Asset management operations teams are facing up to a new era of automation and technology innovations by changing their recruitment patterns, according to a panel, where one speaker claimed “the operational specialist is a dying breed”.
Speaking at InvestOps Europe, panellists highlighted new cultural challenges when it comes to fostering innovation, while the technological nature of the business has also led to different personnel within buy-side operations teams.
“Certainly in my organisation, the classic operational specialist is a dying breed,” said Jordan O’Neill, head of operations and treasury, Aspect Capital. “If I look at my team they are more business analysts and process engineers, they need to be able to sit and talk with the technologists. What we’ve seen work best is whereby the business user and developer are away in a room.
“We tend to not hire too many operational specialists these days, we look more for generalists with broader skill sets who can lend their hand well to taking a process and condensing it down.
“The old school operationalist that deals with recs [reconciliations] and break chasing is a dying breed.”

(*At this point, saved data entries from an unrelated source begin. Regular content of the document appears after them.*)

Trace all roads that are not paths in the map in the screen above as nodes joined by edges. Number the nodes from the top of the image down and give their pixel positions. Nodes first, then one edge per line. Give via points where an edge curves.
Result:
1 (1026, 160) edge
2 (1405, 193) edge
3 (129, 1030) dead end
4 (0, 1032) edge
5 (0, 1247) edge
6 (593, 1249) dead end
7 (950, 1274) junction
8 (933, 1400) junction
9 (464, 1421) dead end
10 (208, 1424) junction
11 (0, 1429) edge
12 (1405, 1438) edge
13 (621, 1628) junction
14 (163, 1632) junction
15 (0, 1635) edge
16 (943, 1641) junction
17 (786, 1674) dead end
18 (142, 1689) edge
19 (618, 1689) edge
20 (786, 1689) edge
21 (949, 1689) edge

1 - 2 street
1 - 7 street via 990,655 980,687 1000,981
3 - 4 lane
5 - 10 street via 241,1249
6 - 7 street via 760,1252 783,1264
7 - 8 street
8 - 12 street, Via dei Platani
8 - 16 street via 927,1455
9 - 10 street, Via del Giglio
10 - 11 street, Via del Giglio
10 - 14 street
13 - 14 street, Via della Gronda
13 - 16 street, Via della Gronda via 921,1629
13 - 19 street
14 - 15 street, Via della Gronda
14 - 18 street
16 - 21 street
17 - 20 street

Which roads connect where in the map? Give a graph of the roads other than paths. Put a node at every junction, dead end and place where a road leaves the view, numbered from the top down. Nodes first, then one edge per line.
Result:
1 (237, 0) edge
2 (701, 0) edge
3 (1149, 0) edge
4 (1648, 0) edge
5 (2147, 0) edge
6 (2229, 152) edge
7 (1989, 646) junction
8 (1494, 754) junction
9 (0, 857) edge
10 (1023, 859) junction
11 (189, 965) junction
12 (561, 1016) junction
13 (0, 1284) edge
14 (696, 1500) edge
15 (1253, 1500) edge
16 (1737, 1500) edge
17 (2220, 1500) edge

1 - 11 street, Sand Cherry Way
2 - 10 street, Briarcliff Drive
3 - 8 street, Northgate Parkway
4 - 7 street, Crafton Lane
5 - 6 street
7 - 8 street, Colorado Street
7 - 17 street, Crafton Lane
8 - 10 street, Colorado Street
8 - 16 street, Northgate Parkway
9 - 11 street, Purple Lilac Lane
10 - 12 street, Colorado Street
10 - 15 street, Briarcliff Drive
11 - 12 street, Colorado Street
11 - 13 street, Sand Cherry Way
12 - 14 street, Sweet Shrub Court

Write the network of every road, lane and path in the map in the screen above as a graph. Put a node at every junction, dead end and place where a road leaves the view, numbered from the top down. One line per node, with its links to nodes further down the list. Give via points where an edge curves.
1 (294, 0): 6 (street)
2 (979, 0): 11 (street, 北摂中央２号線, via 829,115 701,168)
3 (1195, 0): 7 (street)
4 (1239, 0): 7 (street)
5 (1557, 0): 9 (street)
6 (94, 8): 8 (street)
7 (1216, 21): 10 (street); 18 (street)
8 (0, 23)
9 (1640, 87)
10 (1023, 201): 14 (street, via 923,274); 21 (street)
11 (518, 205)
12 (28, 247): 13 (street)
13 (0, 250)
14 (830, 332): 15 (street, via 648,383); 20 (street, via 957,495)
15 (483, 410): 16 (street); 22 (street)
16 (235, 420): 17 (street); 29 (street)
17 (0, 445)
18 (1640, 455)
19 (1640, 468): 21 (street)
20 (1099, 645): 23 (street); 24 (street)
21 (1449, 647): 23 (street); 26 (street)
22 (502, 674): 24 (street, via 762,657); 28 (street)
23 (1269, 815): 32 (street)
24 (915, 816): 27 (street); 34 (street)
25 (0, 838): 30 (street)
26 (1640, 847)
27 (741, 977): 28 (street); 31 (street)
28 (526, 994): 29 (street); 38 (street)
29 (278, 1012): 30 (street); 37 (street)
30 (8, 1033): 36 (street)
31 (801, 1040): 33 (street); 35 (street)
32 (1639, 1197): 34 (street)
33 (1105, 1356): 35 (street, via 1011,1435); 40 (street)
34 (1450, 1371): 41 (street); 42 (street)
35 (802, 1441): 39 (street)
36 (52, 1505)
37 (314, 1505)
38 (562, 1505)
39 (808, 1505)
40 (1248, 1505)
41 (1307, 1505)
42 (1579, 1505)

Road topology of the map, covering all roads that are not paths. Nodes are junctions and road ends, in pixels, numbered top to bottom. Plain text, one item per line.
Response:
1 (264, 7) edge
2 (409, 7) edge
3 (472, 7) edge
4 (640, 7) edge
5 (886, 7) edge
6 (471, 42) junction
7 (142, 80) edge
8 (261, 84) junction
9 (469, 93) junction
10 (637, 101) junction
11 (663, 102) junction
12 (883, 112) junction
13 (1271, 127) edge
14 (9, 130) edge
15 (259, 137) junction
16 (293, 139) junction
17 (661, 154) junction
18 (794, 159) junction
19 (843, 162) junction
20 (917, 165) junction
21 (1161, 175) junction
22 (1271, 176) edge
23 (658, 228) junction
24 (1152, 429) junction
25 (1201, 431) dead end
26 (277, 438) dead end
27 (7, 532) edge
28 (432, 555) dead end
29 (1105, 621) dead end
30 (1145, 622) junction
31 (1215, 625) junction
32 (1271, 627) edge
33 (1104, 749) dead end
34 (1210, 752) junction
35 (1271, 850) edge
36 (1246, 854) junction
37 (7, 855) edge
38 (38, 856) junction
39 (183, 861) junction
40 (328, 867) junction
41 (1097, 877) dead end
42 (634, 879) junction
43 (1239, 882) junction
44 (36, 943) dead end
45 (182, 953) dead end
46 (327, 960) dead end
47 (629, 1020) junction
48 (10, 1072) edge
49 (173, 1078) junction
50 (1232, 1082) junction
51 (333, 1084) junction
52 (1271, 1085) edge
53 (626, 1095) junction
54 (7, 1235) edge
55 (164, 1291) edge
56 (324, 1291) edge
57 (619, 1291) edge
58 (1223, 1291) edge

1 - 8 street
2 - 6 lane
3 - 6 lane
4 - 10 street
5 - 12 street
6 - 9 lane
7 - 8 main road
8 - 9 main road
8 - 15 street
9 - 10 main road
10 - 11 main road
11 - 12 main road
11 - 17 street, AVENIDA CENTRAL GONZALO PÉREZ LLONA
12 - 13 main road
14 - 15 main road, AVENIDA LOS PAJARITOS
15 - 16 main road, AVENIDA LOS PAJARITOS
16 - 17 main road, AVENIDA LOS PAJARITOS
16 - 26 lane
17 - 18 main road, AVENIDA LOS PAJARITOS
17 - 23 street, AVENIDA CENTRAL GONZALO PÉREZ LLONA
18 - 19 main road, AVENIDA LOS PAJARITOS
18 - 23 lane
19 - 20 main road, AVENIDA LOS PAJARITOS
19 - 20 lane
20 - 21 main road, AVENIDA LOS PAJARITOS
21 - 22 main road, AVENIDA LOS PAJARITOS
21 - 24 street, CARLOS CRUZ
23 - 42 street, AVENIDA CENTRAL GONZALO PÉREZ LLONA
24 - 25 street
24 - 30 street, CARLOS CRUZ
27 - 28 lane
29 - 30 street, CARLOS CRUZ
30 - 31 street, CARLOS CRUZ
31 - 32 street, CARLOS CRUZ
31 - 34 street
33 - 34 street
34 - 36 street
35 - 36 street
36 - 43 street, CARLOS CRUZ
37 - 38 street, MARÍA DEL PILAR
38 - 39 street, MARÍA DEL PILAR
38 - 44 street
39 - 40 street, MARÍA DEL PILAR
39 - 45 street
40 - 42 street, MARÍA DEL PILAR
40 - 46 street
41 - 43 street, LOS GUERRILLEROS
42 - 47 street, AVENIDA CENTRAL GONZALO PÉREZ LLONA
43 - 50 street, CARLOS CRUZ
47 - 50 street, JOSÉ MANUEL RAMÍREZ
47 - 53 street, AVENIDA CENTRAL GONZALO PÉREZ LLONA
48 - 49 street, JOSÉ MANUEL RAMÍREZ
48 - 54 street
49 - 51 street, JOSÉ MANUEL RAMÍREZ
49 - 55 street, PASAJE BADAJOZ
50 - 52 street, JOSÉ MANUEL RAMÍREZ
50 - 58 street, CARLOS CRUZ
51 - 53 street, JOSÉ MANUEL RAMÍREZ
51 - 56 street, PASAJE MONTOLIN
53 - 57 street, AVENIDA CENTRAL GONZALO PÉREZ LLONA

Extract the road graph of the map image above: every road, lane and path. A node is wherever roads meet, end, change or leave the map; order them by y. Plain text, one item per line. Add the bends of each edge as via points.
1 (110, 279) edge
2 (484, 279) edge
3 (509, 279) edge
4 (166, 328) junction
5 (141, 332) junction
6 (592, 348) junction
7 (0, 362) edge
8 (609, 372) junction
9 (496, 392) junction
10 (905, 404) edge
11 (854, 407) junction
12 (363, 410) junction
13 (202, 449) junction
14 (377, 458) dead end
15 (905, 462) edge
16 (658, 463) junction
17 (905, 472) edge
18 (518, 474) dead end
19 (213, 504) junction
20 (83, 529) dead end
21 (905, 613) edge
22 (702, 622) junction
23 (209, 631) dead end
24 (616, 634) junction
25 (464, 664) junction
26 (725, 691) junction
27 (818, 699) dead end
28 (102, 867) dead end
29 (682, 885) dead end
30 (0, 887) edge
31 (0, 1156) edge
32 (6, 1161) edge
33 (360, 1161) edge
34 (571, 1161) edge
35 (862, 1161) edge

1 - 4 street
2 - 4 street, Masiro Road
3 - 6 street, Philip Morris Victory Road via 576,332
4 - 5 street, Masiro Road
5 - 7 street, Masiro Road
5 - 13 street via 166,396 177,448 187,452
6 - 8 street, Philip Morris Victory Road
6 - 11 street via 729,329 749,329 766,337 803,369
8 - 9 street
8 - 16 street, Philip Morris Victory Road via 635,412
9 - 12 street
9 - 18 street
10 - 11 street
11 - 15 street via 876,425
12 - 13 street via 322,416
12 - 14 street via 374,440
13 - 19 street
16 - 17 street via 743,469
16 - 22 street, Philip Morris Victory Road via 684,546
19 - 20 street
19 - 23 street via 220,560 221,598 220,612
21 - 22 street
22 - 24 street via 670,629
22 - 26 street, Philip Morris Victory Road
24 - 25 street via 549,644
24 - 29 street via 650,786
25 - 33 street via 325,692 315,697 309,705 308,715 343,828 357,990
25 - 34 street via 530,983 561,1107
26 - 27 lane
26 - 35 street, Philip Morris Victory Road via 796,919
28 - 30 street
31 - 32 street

With technology and data becoming such essential components in the investment operations processes at asset management firms, being able to understand the business alongside the technology is becoming crucial.
While automation is slowly creeping into the formerly-manual processes of investment managers, people remain crucial to their business, however, it’s the skillset of those individuals that is changing according to experts.
“One of the two best employees I ever had came out of the ninth grade of public school and was so tremendously good at coping with the processes,” said Jacob Elsborg, director of pension and investment operations at ATP.
“Today I can see the business process management people are engineers and economics [specialists] that are moving in that direction. To be quite honest, if I was asked would I employ people with limited skills from school, I would say they would have to prove they could handle technology.”
Meanwhile, in the keynote opening to the InvestOps conference, Marcel Prins, chief operating officer at APG Asset Management, emphasised the importance of addressing cultural challenges in order to successfully innovate.
“Throwing money at an innovation lab and not going anywhere is not helping. Don’t confuse movement with progress,” said Prins.
“The challenge of the mastery of technology is not a technology challenge… it is a people and a cultural challenge. If you master the people and culture by being open in your ecosystem approach, relentlessly driving value in the sense that you have people thinking that they are contributing to the bottom line of an asset management company.
“It’s all about empowerment, the responsibility of us in this room is to make sure that people feel empowered. It’s our job to create the circumstance that people can do their job.”